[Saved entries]
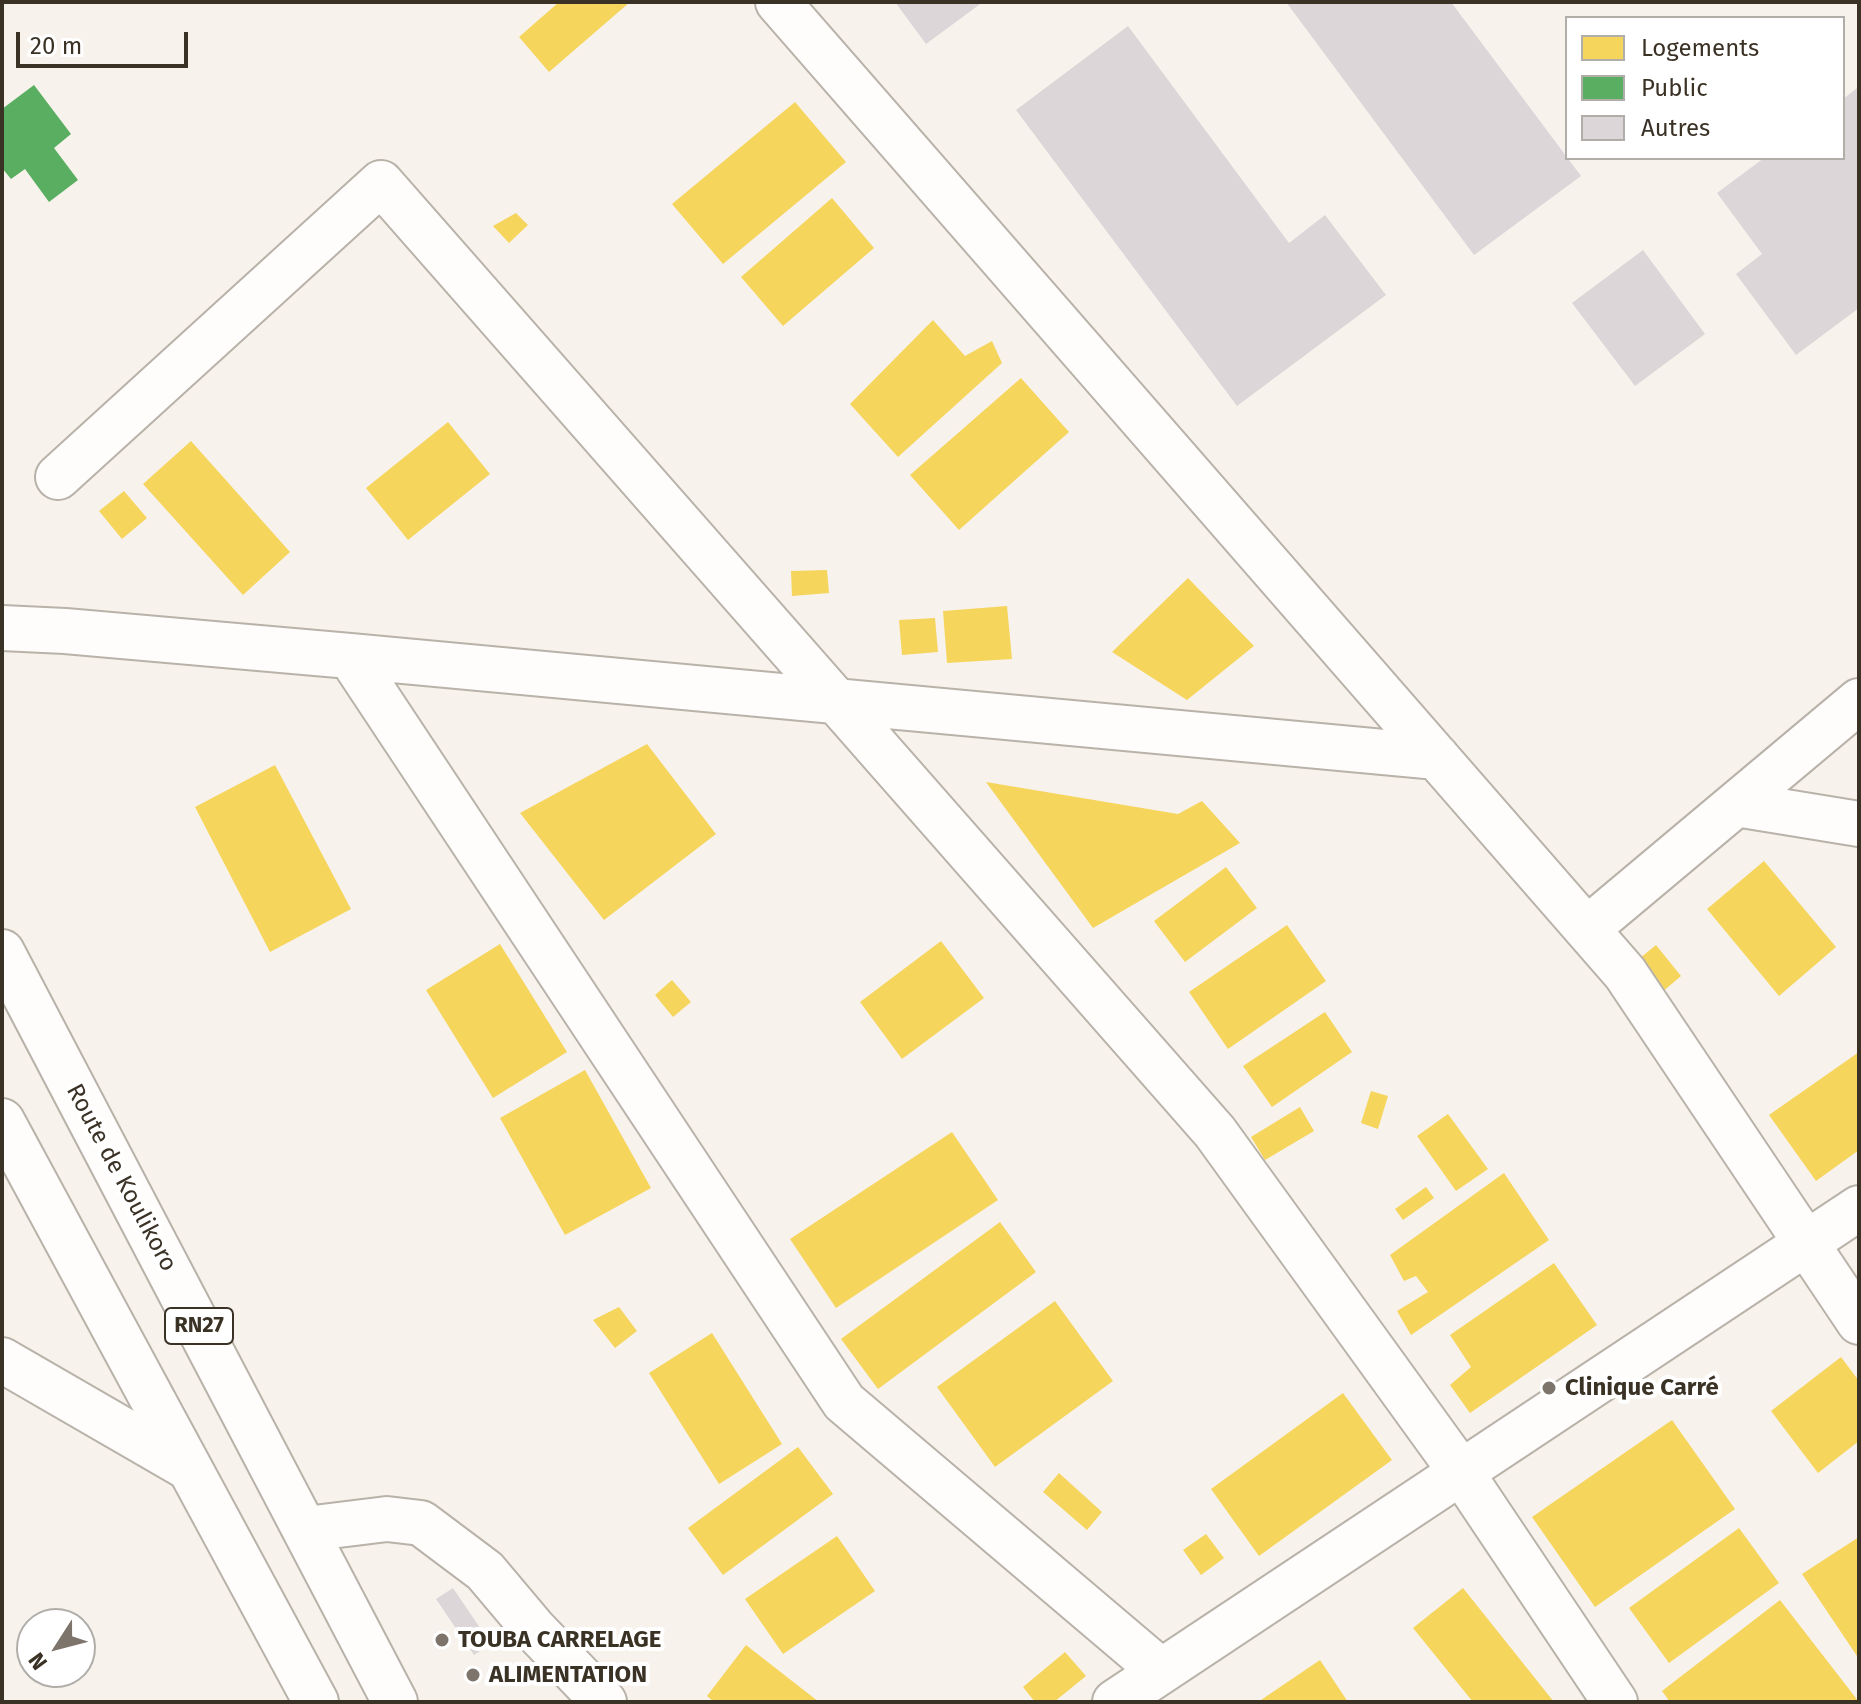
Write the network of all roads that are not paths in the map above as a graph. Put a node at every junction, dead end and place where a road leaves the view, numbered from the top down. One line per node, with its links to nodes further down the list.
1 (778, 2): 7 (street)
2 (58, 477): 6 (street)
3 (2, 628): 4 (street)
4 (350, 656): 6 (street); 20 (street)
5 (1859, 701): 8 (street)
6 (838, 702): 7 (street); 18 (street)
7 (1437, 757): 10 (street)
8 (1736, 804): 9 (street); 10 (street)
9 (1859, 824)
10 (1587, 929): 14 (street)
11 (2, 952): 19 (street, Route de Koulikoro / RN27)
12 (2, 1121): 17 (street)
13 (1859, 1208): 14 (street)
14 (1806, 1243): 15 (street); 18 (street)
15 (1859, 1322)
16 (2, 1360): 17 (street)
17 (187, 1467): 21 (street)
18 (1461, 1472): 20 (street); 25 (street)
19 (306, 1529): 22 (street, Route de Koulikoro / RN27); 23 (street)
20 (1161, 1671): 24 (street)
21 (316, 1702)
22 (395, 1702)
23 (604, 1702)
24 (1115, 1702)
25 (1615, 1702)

Required work: Exact reproduction of the entries above is required, with pictures excluded.

Task result:
Write the network of all roads that are not paths in the map above as a graph. Put a node at every junction, dead end and place where a road leaves the view, numbered from the top down. One line per node, with its links to nodes further down the list.
1 (778, 2): 7 (street)
2 (58, 477): 6 (street)
3 (2, 628): 4 (street)
4 (350, 656): 6 (street); 20 (street)
5 (1859, 701): 8 (street)
6 (838, 702): 7 (street); 18 (street)
7 (1437, 757): 10 (street)
8 (1736, 804): 9 (street); 10 (street)
9 (1859, 824)
10 (1587, 929): 14 (street)
11 (2, 952): 19 (street, Route de Koulikoro / RN27)
12 (2, 1121): 17 (street)
13 (1859, 1208): 14 (street)
14 (1806, 1243): 15 (street); 18 (street)
15 (1859, 1322)
16 (2, 1360): 17 (street)
17 (187, 1467): 21 (street)
18 (1461, 1472): 20 (street); 25 (street)
19 (306, 1529): 22 (street, Route de Koulikoro / RN27); 23 (street)
20 (1161, 1671): 24 (street)
21 (316, 1702)
22 (395, 1702)
23 (604, 1702)
24 (1115, 1702)
25 (1615, 1702)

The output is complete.